• [ASSIGNMENT]:
Extract every line from the records below that contains the word "roads".

::::::::

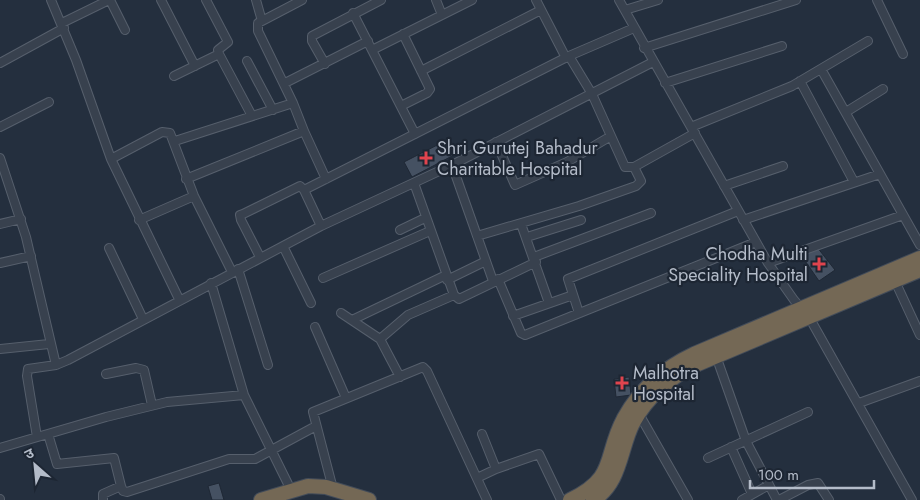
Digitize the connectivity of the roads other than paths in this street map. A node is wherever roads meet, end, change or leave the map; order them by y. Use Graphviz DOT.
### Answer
graph roads {
  1 [pos="51,0"];
  2 [pos="109,0"];
  3 [pos="162,0"];
  4 [pos="206,0"];
  5 [pos="256,0"];
  6 [pos="302,0"];
  7 [pos="381,0"];
  8 [pos="436,0"];
  9 [pos="472,0"];
  10 [pos="536,0"];
  11 [pos="618,0"];
  12 [pos="658,0"];
  13 [pos="796,0"];
  14 [pos="877,0"];
  15 [pos="776,3"];
  16 [pos="541,10"];
  17 [pos="625,10"];
  18 [pos="354,14"];
  19 [pos="442,14"];
  20 [pos="262,21"];
  21 [pos="63,25"];
  22 [pos="634,28"];
  23 [pos="125,30"];
  24 [pos="403,34"];
  25 [pos="368,41"];
  26 [pos="868,41"];
  27 [pos="782,46"];
  28 [pos="644,48"];
  29 [pos="372,50"];
  30 [pos="219,54"];
  31 [pos="903,54"];
  32 [pos="568,57"];
  33 [pos="247,61"];
  34 [pos="0,62"];
  35 [pos="653,62"];
  36 [pos="325,64"];
  37 [pos="195,66"];
  38 [pos="821,69"];
  39 [pos="421,71"];
  40 [pos="174,76"];
  41 [pos="800,80"];
  42 [pos="285,83"];
  43 [pos="665,83"];
  44 [pos="883,89"];
  45 [pos="592,94"];
  46 [pos="49,102"];
  47 [pos="293,103"];
  48 [pos="401,106"];
  49 [pos="272,110"];
  50 [pos="846,112"];
  51 [pos="252,116"];
  52 [pos="0,127"];
  53 [pos="693,130"];
  54 [pos="304,131"];
  55 [pos="415,134"];
  56 [pos="611,136"];
  57 [pos="174,141"];
  58 [pos="496,142"];
  59 [pos="0,158"];
  60 [pos="111,159"];
  61 [pos="452,165"];
  62 [pos="783,166"];
  63 [pos="634,167"];
  64 [pos="880,174"];
  65 [pos="186,179"];
  66 [pos="326,179"];
  67 [pos="854,182"];
  68 [pos="414,183"];
  69 [pos="724,186"];
  70 [pos="304,190"];
  71 [pos="194,196"];
  72 [pos="738,211"];
  73 [pos="651,213"];
  74 [pos="903,215"];
  75 [pos="425,218"];
  76 [pos="21,219"];
  77 [pos="139,220"];
  78 [pos="581,220"];
  79 [pos="743,220"];
  80 [pos="0,224"];
  81 [pos="521,224"];
  82 [pos="321,226"];
  83 [pos="400,230"];
  84 [pos="430,231"];
  85 [pos="477,236"];
  86 [pos="527,237"];
  87 [pos="756,242"];
  88 [pos="920,245"];
  89 [pos="283,246"];
  90 [pos="109,248"];
  91 [pos="31,256"];
  92 [pos="260,258"];
  93 [pos="920,258"];
  94 [pos="535,260"];
  95 [pos="486,261"];
  96 [pos="0,263"];
  97 [pos="768,263"];
  98 [pos="920,270"];
  99 [pos="235,271"];
  100 [pos="323,278"];
  101 [pos="446,278"];
  102 [pos="496,280"];
  103 [pos="895,281"];
  104 [pos="211,283"];
  105 [pos="454,295"];
  106 [pos="573,295"];
  107 [pos="179,299"];
  108 [pos="311,303"];
  109 [pos="549,303"];
  110 [pos="805,312"];
  111 [pos="341,313"];
  112 [pos="579,313"];
  113 [pos="513,316"];
  114 [pos="143,319"];
  115 [pos="352,320"];
  116 [pos="315,327"];
  117 [pos="920,335"];
  118 [pos="380,339"];
  119 [pos="49,344"];
  120 [pos="0,349"];
  121 [pos="716,356"];
  122 [pos="56,365"];
  123 [pos="268,365"];
  124 [pos="106,374"];
  125 [pos="400,377"];
  126 [pos="920,381"];
  127 [pos="244,395"];
  128 [pos="346,398"];
  129 [pos="859,403"];
  130 [pos="152,405"];
  131 [pos="808,412"];
  132 [pos="639,414"];
  133 [pos="316,426"];
  134 [pos="48,434"];
  135 [pos="482,434"];
  136 [pos="37,437"];
  137 [pos="746,441"];
  138 [pos="731,447"];
  139 [pos="0,448"];
  140 [pos="272,448"];
  141 [pos="708,458"];
  142 [pos="496,469"];
  143 [pos="477,478"];
  144 [pos="769,485"];
  145 [pos="121,486"];
  146 [pos="291,490"];
  147 [pos="333,490"];
  148 [pos="752,494"];
  149 [pos="103,500"];
  150 [pos="261,500"];
  151 [pos="369,500"];
  152 [pos="487,500"];
  153 [pos="561,500"];
  154 [pos="570,500"];
  155 [pos="593,500"];
  156 [pos="688,500"];
  157 [pos="742,500"];
  158 [pos="778,500"];
  159 [pos="829,500"];
  160 [pos="912,500"];
  1 -- 21 [label="street"];
  2 -- 21 [label="street"];
  2 -- 23 [label="street"];
  3 -- 37 [label="street"];
  4 -- 30 [label="street"];
  5 -- 20 [label="street"];
  6 -- 20 [label="street"];
  7 -- 18 [label="street"];
  8 -- 19 [label="street"];
  9 -- 19 [label="street"];
  10 -- 16 [label="street"];
  11 -- 17 [label="street"];
  12 -- 17 [label="street"];
  13 -- 15 [label="street"];
  14 -- 31 [label="street"];
  15 -- 28 [label="street"];
  16 -- 32 [label="street"];
  16 -- 39 [label="street"];
  17 -- 22 [label="street"];
  18 -- 25 [label="street"];
  18 -- 36 [label="street"];
  19 -- 24 [label="street"];
  20 -- 42 [label="street"];
  21 -- 34 [label="street"];
  21 -- 60 [label="street"];
  22 -- 28 [label="street"];
  22 -- 32 [label="street"];
  24 -- 29 [label="street"];
  24 -- 39 [label="street"];
  25 -- 29 [label="street"];
  25 -- 36 [label="street"];
  26 -- 38 [label="street"];
  27 -- 43 [label="street"];
  28 -- 35 [label="street"];
  29 -- 48 [label="street"];
  30 -- 37 [label="street"];
  30 -- 51 [label="street"];
  32 -- 45 [label="street"];
  32 -- 55 [label="street"];
  33 -- 49 [label="street"];
  35 -- 43 [label="street"];
  35 -- 45 [label="street"];
  36 -- 42 [label="street"];
  37 -- 40 [label="street"];
  38 -- 41 [label="street"];
  38 -- 50 [label="street"];
  39 -- 48 [label="street"];
  41 -- 53 [label="street"];
  41 -- 67 [label="street"];
  42 -- 47 [label="street"];
  43 -- 53 [label="street"];
  44 -- 50 [label="street"];
  45 -- 56 [label="street"];
  45 -- 58 [label="street"];
  46 -- 52 [label="street"];
  47 -- 49 [label="street"];
  47 -- 54 [label="street"];
  48 -- 55 [label="street"];
  49 -- 51 [label="street"];
  50 -- 64 [label="street"];
  51 -- 57 [label="street"];
  53 -- 63 [label="street"];
  53 -- 69 [label="street"];
  54 -- 65 [label="street"];
  54 -- 66 [label="street"];
  55 -- 66 [label="street"];
  56 -- 58 [label="street"];
  56 -- 63 [label="street"];
  57 -- 60 [label="street"];
  57 -- 65 [label="street"];
  58 -- 61 [label="street"];
  59 -- 76 [label="street"];
  60 -- 77 [label="street"];
  61 -- 68 [label="street"];
  61 -- 85 [label="street"];
  62 -- 69 [label="street"];
  63 -- 81 [label="street"];
  64 -- 67 [label="street"];
  64 -- 74 [label="street"];
  65 -- 71 [label="street"];
  66 -- 70 [label="street"];
  67 -- 79 [label="street"];
  68 -- 75 [label="street"];
  68 -- 82 [label="street"];
  69 -- 72 [label="street"];
  70 -- 82 [label="street"];
  70 -- 92 [label="street"];
  71 -- 77 [label="street"];
  71 -- 99 [label="street"];
  72 -- 79 [label="street"];
  72 -- 106 [label="street"];
  73 -- 94 [label="street"];
  74 -- 88 [label="street"];
  74 -- 97 [label="street"];
  75 -- 83 [label="street"];
  75 -- 84 [label="street"];
  76 -- 80 [label="street"];
  76 -- 91 [label="street"];
  77 -- 107 [label="street"];
  78 -- 86 [label="street"];
  79 -- 87 [label="street"];
  81 -- 85 [label="street"];
  81 -- 86 [label="street"];
  82 -- 89 [label="street"];
  84 -- 100 [label="street"];
  84 -- 101 [label="street"];
  85 -- 95 [label="street"];
  86 -- 94 [label="street"];
  87 -- 97 [label="street"];
  87 -- 112 [label="street"];
  89 -- 92 [label="street"];
  89 -- 108 [label="street"];
  90 -- 114 [label="street"];
  91 -- 96 [label="street"];
  91 -- 119 [label="street"];
  92 -- 99 [label="street"];
  93 -- 110 [label="highway"];
  94 -- 102 [label="street"];
  94 -- 109 [label="street"];
  95 -- 101 [label="street"];
  95 -- 102 [label="street"];
  97 -- 110 [label="street"];
  98 -- 103 [label="highway"];
  99 -- 104 [label="street"];
  99 -- 123 [label="street"];
  101 -- 105 [label="street"];
  101 -- 115 [label="street"];
  102 -- 105 [label="street"];
  102 -- 113 [label="street"];
  103 -- 110 [label="highway"];
  103 -- 117 [label="street"];
  104 -- 107 [label="street"];
  104 -- 127 [label="street"];
  105 -- 118 [label="street"];
  106 -- 109 [label="street"];
  106 -- 112 [label="street"];
  107 -- 114 [label="street"];
  109 -- 113 [label="street"];
  110 -- 121 [label="highway"];
  110 -- 129 [label="street"];
  110 -- 154 [label="highway"];
  111 -- 115 [label="street"];
  112 -- 113 [label="street"];
  114 -- 122 [label="street"];
  115 -- 118 [label="street"];
  116 -- 128 [label="street"];
  118 -- 125 [label="street"];
  119 -- 120 [label="street"];
  119 -- 122 [label="street"];
  121 -- 132 [label="highway"];
  121 -- 137 [label="street"];
  122 -- 136 [label="street"];
  124 -- 130 [label="street"];
  125 -- 128 [label="street"];
  125 -- 143 [label="street"];
  126 -- 129 [label="street"];
  127 -- 130 [label="street"];
  127 -- 140 [label="street"];
  128 -- 133 [label="street"];
  129 -- 160 [label="street"];
  130 -- 134 [label="street"];
  131 -- 137 [label="street"];
  132 -- 155 [label="highway"];
  132 -- 156 [label="street"];
  133 -- 140 [label="street"];
  133 -- 147 [label="street"];
  134 -- 136 [label="street"];
  134 -- 145 [label="street"];
  135 -- 142 [label="street"];
  136 -- 139 [label="street"];
  137 -- 138 [label="street"];
  137 -- 144 [label="street"];
  138 -- 141 [label="street"];
  138 -- 148 [label="street"];
  140 -- 145 [label="street"];
  140 -- 146 [label="street"];
  142 -- 143 [label="street"];
  142 -- 153 [label="street"];
  143 -- 152 [label="street"];
  144 -- 148 [label="street"];
  144 -- 158 [label="street"];
  145 -- 149 [label="street"];
  146 -- 147 [label="highway"];
  146 -- 150 [label="highway"];
  147 -- 151 [label="highway"];
  148 -- 157 [label="street"];
  158 -- 159 [label="street"];
}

::::::::

• [FINISHED EXERCISE]:
Digitize the connectivity of the roads other than paths in this street map. A node is wherever roads meet, end, change or leave the map; order them by y. Use Graphviz DOT.
graph roads {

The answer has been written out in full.